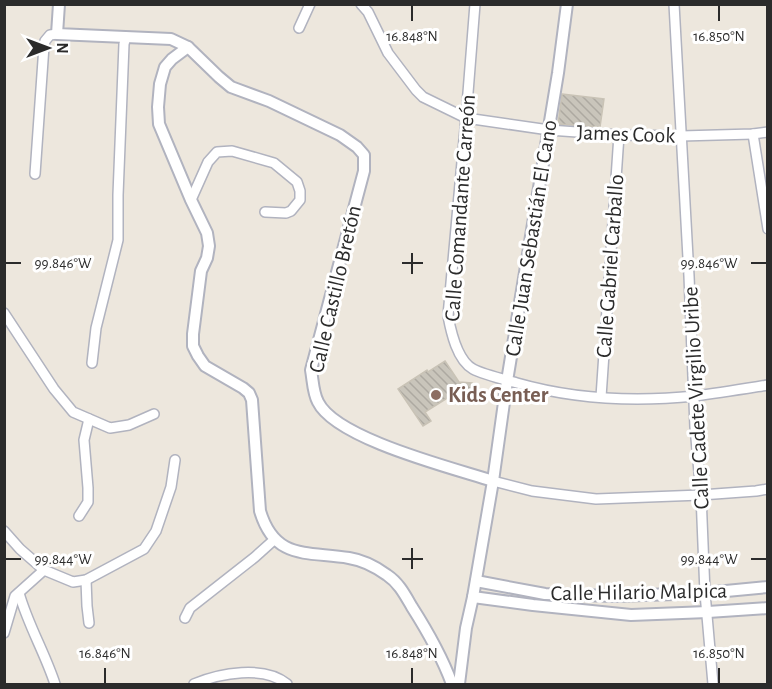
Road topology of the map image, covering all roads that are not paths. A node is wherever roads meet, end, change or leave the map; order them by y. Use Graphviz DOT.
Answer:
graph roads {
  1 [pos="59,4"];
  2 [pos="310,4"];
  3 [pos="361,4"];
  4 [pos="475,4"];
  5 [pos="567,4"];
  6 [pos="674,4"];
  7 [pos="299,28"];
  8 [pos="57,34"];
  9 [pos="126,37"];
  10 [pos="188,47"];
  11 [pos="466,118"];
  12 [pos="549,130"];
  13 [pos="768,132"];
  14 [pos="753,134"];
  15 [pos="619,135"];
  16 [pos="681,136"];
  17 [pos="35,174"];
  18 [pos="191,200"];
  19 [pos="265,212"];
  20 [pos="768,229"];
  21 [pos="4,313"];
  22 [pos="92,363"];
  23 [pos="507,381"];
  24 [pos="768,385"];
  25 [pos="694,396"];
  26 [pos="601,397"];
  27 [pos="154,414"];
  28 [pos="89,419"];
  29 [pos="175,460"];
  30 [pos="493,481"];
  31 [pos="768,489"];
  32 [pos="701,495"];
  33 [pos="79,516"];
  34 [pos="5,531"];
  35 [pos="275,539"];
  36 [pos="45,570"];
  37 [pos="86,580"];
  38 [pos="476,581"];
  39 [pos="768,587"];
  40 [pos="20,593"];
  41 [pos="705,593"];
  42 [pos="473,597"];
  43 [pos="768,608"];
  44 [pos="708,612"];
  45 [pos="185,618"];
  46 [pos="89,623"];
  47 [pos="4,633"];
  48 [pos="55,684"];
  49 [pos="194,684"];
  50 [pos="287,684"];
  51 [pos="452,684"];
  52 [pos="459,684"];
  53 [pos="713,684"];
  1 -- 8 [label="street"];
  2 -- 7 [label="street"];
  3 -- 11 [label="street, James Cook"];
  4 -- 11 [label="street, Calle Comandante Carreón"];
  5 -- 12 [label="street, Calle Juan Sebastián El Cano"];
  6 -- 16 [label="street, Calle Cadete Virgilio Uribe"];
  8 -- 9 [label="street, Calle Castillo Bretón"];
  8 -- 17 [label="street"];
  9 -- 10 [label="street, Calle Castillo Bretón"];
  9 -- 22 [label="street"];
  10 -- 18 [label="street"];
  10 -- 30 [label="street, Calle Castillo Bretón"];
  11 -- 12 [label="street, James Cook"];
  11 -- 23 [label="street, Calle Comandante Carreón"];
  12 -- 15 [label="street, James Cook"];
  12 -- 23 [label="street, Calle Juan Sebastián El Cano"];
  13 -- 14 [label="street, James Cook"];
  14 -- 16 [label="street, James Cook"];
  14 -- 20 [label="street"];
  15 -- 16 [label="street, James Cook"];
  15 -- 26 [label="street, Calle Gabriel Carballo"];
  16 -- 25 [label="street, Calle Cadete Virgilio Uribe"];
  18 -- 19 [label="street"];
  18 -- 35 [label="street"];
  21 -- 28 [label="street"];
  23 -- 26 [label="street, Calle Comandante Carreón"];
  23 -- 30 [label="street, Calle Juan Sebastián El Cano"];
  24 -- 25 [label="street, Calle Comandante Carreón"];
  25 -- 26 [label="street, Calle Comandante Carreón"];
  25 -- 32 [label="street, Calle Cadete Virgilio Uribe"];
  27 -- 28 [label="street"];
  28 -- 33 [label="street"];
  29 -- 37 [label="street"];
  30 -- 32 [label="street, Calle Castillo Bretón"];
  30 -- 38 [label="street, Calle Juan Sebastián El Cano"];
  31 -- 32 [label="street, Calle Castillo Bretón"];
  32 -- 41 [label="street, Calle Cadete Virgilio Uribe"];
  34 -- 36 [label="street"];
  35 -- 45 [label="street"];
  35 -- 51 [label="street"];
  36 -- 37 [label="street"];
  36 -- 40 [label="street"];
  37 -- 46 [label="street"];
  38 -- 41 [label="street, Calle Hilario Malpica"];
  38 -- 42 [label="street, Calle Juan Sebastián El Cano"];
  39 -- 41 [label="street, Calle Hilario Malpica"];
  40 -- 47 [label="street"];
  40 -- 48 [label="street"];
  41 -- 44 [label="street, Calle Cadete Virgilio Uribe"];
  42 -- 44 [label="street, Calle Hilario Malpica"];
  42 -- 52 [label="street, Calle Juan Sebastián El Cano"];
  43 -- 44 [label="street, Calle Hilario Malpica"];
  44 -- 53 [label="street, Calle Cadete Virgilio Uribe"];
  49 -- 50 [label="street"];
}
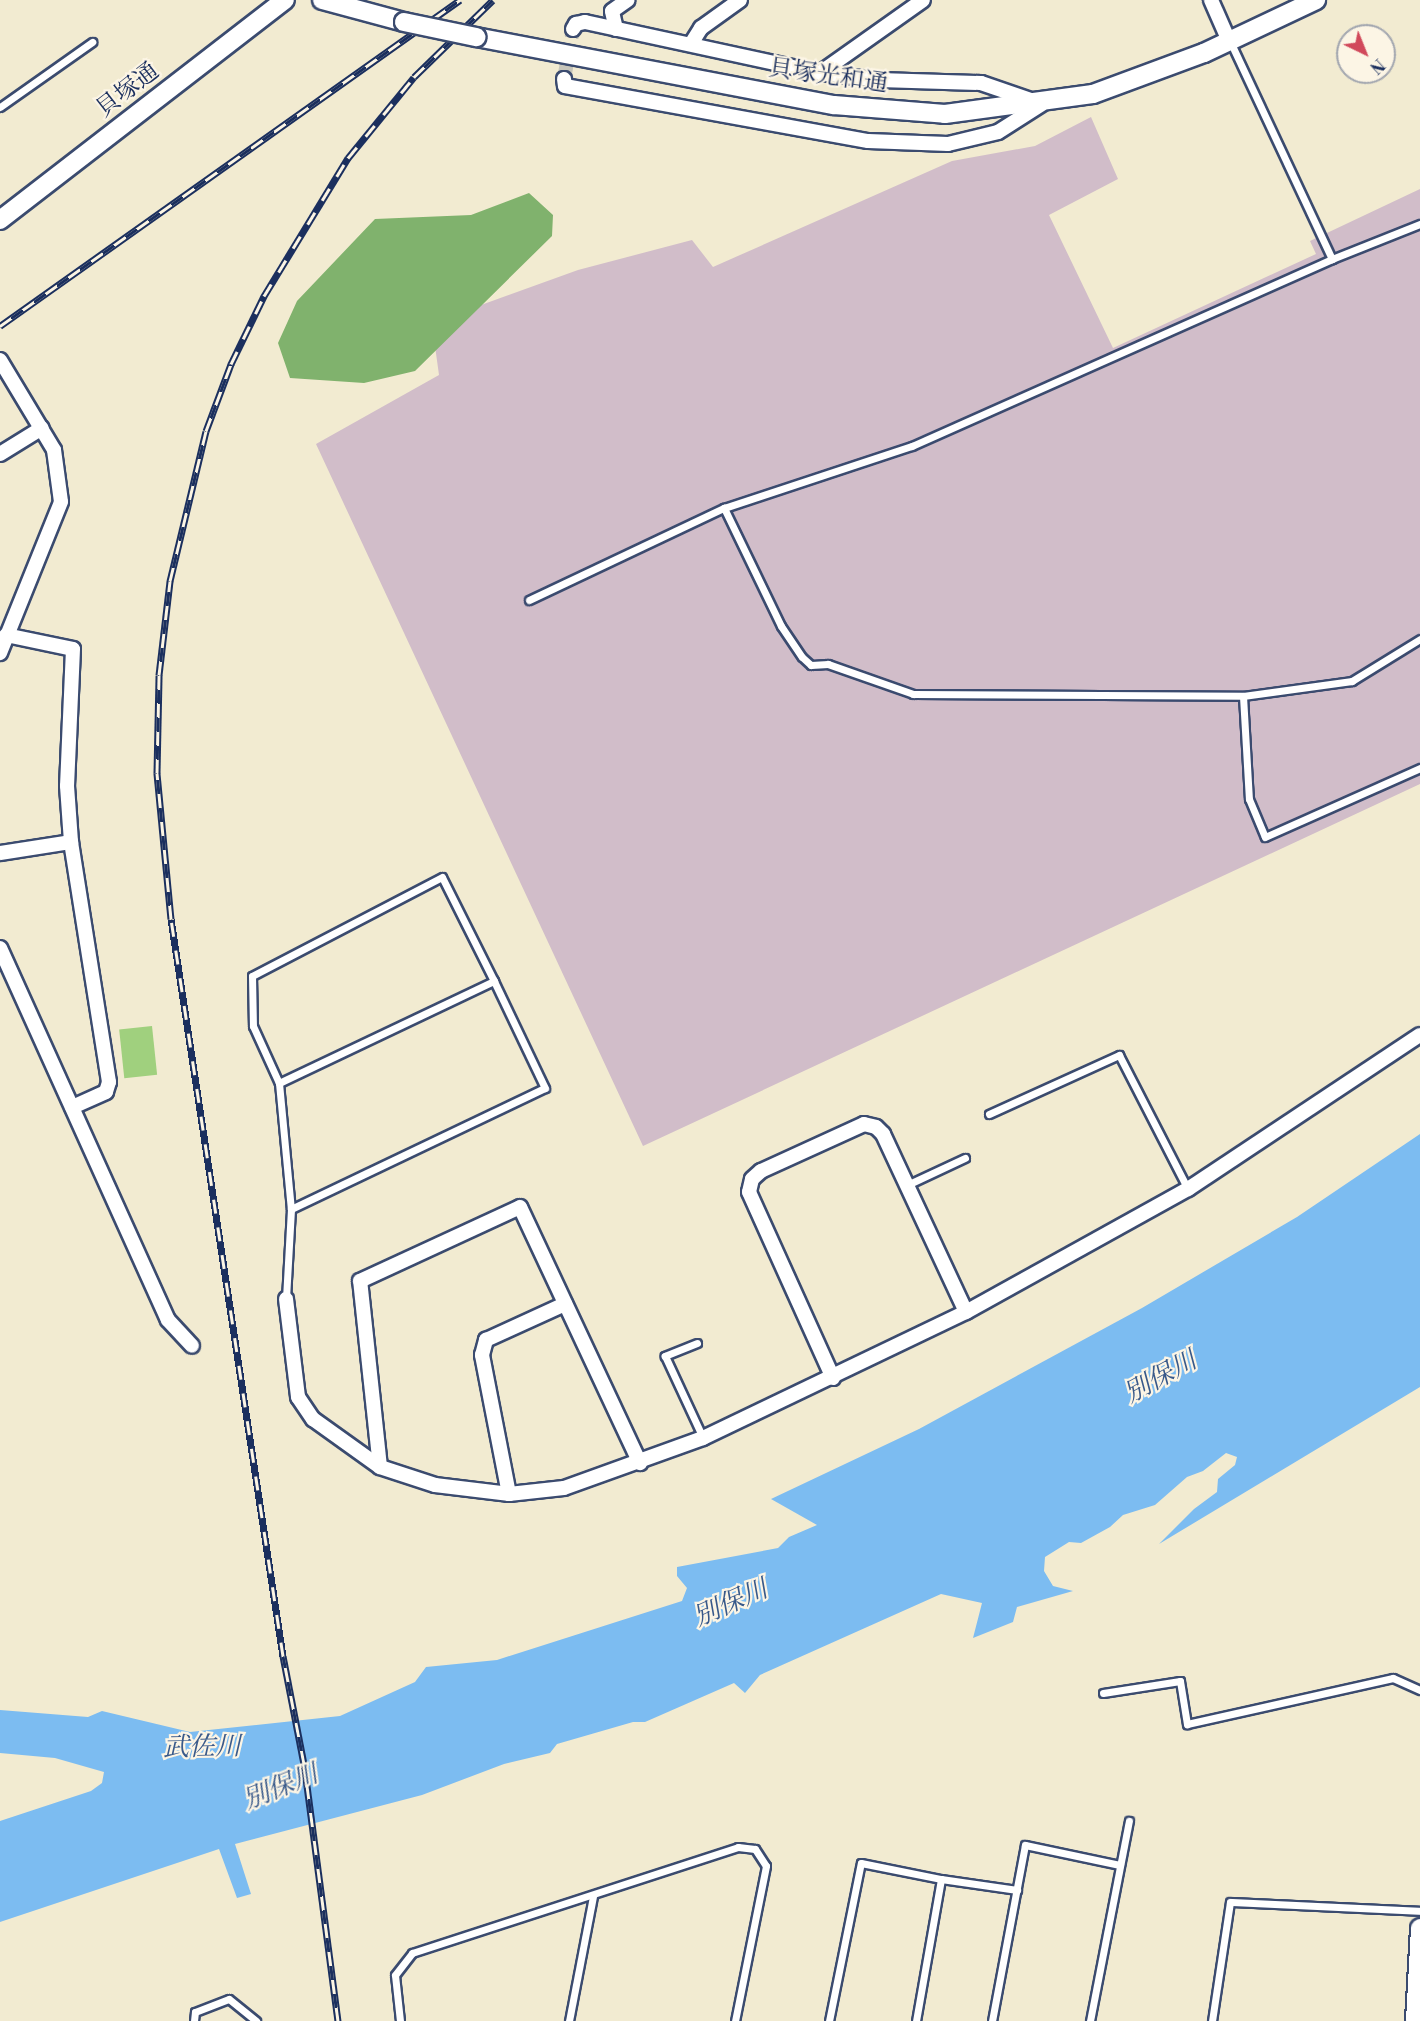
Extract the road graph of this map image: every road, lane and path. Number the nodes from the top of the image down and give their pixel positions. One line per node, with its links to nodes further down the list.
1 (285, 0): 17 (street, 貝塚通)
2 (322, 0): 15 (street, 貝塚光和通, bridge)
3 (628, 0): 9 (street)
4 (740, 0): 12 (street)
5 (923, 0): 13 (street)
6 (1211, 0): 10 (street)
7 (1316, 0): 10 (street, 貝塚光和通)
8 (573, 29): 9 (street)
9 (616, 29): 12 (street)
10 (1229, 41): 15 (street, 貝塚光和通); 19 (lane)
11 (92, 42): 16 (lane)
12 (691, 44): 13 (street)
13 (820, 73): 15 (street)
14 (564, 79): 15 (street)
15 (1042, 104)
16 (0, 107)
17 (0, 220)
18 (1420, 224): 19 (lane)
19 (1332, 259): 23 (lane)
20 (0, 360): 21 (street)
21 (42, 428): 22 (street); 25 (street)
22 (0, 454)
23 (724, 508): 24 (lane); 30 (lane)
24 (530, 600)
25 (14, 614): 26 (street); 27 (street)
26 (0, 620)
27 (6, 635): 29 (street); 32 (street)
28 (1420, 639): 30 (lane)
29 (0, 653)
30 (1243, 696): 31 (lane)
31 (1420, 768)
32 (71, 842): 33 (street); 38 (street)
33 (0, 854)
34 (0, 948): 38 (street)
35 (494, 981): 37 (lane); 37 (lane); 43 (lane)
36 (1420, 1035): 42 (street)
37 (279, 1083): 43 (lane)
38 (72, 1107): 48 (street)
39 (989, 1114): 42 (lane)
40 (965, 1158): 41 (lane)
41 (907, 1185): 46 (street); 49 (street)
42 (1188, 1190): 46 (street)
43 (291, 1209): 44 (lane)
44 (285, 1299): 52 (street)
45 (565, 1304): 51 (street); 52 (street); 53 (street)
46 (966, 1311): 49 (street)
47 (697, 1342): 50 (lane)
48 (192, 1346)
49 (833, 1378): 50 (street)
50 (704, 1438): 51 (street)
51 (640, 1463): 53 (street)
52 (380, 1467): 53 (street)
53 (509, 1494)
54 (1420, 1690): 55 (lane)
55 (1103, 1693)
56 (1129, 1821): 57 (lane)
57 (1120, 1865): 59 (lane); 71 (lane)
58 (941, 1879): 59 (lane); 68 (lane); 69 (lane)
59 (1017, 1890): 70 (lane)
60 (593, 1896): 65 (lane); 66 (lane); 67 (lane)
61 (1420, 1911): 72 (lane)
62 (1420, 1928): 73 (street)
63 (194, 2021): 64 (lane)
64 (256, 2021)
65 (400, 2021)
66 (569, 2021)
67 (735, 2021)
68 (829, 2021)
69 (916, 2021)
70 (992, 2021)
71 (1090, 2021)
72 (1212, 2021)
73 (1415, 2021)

◆ ◆ ◆ ◆ ◆ ◆ ◆

What you give back must match the entries exactly, apart from the omitted pictures.

SOLUTION:
Road topology of the map image, covering all roads that are not paths. A node is wherever roads meet, end, change or leave the map; order them by y. Use Graphviz DOT.
Answer:
graph roads {
  1 [pos="59,4"];
  2 [pos="310,4"];
  3 [pos="361,4"];
  4 [pos="475,4"];
  5 [pos="567,4"];
  6 [pos="674,4"];
  7 [pos="299,28"];
  8 [pos="57,34"];
  9 [pos="126,37"];
  10 [pos="188,47"];
  11 [pos="466,118"];
  12 [pos="549,130"];
  13 [pos="768,132"];
  14 [pos="753,134"];
  15 [pos="619,135"];
  16 [pos="681,136"];
  17 [pos="35,174"];
  18 [pos="191,200"];
  19 [pos="265,212"];
  20 [pos="768,229"];
  21 [pos="4,313"];
  22 [pos="92,363"];
  23 [pos="507,381"];
  24 [pos="768,385"];
  25 [pos="694,396"];
  26 [pos="601,397"];
  27 [pos="154,414"];
  28 [pos="89,419"];
  29 [pos="175,460"];
  30 [pos="493,481"];
  31 [pos="768,489"];
  32 [pos="701,495"];
  33 [pos="79,516"];
  34 [pos="5,531"];
  35 [pos="275,539"];
  36 [pos="45,570"];
  37 [pos="86,580"];
  38 [pos="476,581"];
  39 [pos="768,587"];
  40 [pos="20,593"];
  41 [pos="705,593"];
  42 [pos="473,597"];
  43 [pos="768,608"];
  44 [pos="708,612"];
  45 [pos="185,618"];
  46 [pos="89,623"];
  47 [pos="4,633"];
  48 [pos="55,684"];
  49 [pos="194,684"];
  50 [pos="287,684"];
  51 [pos="452,684"];
  52 [pos="459,684"];
  53 [pos="713,684"];
  1 -- 8 [label="street"];
  2 -- 7 [label="street"];
  3 -- 11 [label="street, James Cook"];
  4 -- 11 [label="street, Calle Comandante Carreón"];
  5 -- 12 [label="street, Calle Juan Sebastián El Cano"];
  6 -- 16 [label="street, Calle Cadete Virgilio Uribe"];
  8 -- 9 [label="street, Calle Castillo Bretón"];
  8 -- 17 [label="street"];
  9 -- 10 [label="street, Calle Castillo Bretón"];
  9 -- 22 [label="street"];
  10 -- 18 [label="street"];
  10 -- 30 [label="street, Calle Castillo Bretón"];
  11 -- 12 [label="street, James Cook"];
  11 -- 23 [label="street, Calle Comandante Carreón"];
  12 -- 15 [label="street, James Cook"];
  12 -- 23 [label="street, Calle Juan Sebastián El Cano"];
  13 -- 14 [label="street, James Cook"];
  14 -- 16 [label="street, James Cook"];
  14 -- 20 [label="street"];
  15 -- 16 [label="street, James Cook"];
  15 -- 26 [label="street, Calle Gabriel Carballo"];
  16 -- 25 [label="street, Calle Cadete Virgilio Uribe"];
  18 -- 19 [label="street"];
  18 -- 35 [label="street"];
  21 -- 28 [label="street"];
  23 -- 26 [label="street, Calle Comandante Carreón"];
  23 -- 30 [label="street, Calle Juan Sebastián El Cano"];
  24 -- 25 [label="street, Calle Comandante Carreón"];
  25 -- 26 [label="street, Calle Comandante Carreón"];
  25 -- 32 [label="street, Calle Cadete Virgilio Uribe"];
  27 -- 28 [label="street"];
  28 -- 33 [label="street"];
  29 -- 37 [label="street"];
  30 -- 32 [label="street, Calle Castillo Bretón"];
  30 -- 38 [label="street, Calle Juan Sebastián El Cano"];
  31 -- 32 [label="street, Calle Castillo Bretón"];
  32 -- 41 [label="street, Calle Cadete Virgilio Uribe"];
  34 -- 36 [label="street"];
  35 -- 45 [label="street"];
  35 -- 51 [label="street"];
  36 -- 37 [label="street"];
  36 -- 40 [label="street"];
  37 -- 46 [label="street"];
  38 -- 41 [label="street, Calle Hilario Malpica"];
  38 -- 42 [label="street, Calle Juan Sebastián El Cano"];
  39 -- 41 [label="street, Calle Hilario Malpica"];
  40 -- 47 [label="street"];
  40 -- 48 [label="street"];
  41 -- 44 [label="street, Calle Cadete Virgilio Uribe"];
  42 -- 44 [label="street, Calle Hilario Malpica"];
  42 -- 52 [label="street, Calle Juan Sebastián El Cano"];
  43 -- 44 [label="street, Calle Hilario Malpica"];
  44 -- 53 [label="street, Calle Cadete Virgilio Uribe"];
  49 -- 50 [label="street"];
}
Extract the road graph of this map image: every road, lane and path. Number the nodes from the top of the image down and give their pixel positions. One line per node, with its links to nodes further down the list.
1 (285, 0): 17 (street, 貝塚通)
2 (322, 0): 15 (street, 貝塚光和通, bridge)
3 (628, 0): 9 (street)
4 (740, 0): 12 (street)
5 (923, 0): 13 (street)
6 (1211, 0): 10 (street)
7 (1316, 0): 10 (street, 貝塚光和通)
8 (573, 29): 9 (street)
9 (616, 29): 12 (street)
10 (1229, 41): 15 (street, 貝塚光和通); 19 (lane)
11 (92, 42): 16 (lane)
12 (691, 44): 13 (street)
13 (820, 73): 15 (street)
14 (564, 79): 15 (street)
15 (1042, 104)
16 (0, 107)
17 (0, 220)
18 (1420, 224): 19 (lane)
19 (1332, 259): 23 (lane)
20 (0, 360): 21 (street)
21 (42, 428): 22 (street); 25 (street)
22 (0, 454)
23 (724, 508): 24 (lane); 30 (lane)
24 (530, 600)
25 (14, 614): 26 (street); 27 (street)
26 (0, 620)
27 (6, 635): 29 (street); 32 (street)
28 (1420, 639): 30 (lane)
29 (0, 653)
30 (1243, 696): 31 (lane)
31 (1420, 768)
32 (71, 842): 33 (street); 38 (street)
33 (0, 854)
34 (0, 948): 38 (street)
35 (494, 981): 37 (lane); 37 (lane); 43 (lane)
36 (1420, 1035): 42 (street)
37 (279, 1083): 43 (lane)
38 (72, 1107): 48 (street)
39 (989, 1114): 42 (lane)
40 (965, 1158): 41 (lane)
41 (907, 1185): 46 (street); 49 (street)
42 (1188, 1190): 46 (street)
43 (291, 1209): 44 (lane)
44 (285, 1299): 52 (street)
45 (565, 1304): 51 (street); 52 (street); 53 (street)
46 (966, 1311): 49 (street)
47 (697, 1342): 50 (lane)
48 (192, 1346)
49 (833, 1378): 50 (street)
50 (704, 1438): 51 (street)
51 (640, 1463): 53 (street)
52 (380, 1467): 53 (street)
53 (509, 1494)
54 (1420, 1690): 55 (lane)
55 (1103, 1693)
56 (1129, 1821): 57 (lane)
57 (1120, 1865): 59 (lane); 71 (lane)
58 (941, 1879): 59 (lane); 68 (lane); 69 (lane)
59 (1017, 1890): 70 (lane)
60 (593, 1896): 65 (lane); 66 (lane); 67 (lane)
61 (1420, 1911): 72 (lane)
62 (1420, 1928): 73 (street)
63 (194, 2021): 64 (lane)
64 (256, 2021)
65 (400, 2021)
66 (569, 2021)
67 (735, 2021)
68 (829, 2021)
69 (916, 2021)
70 (992, 2021)
71 (1090, 2021)
72 (1212, 2021)
73 (1415, 2021)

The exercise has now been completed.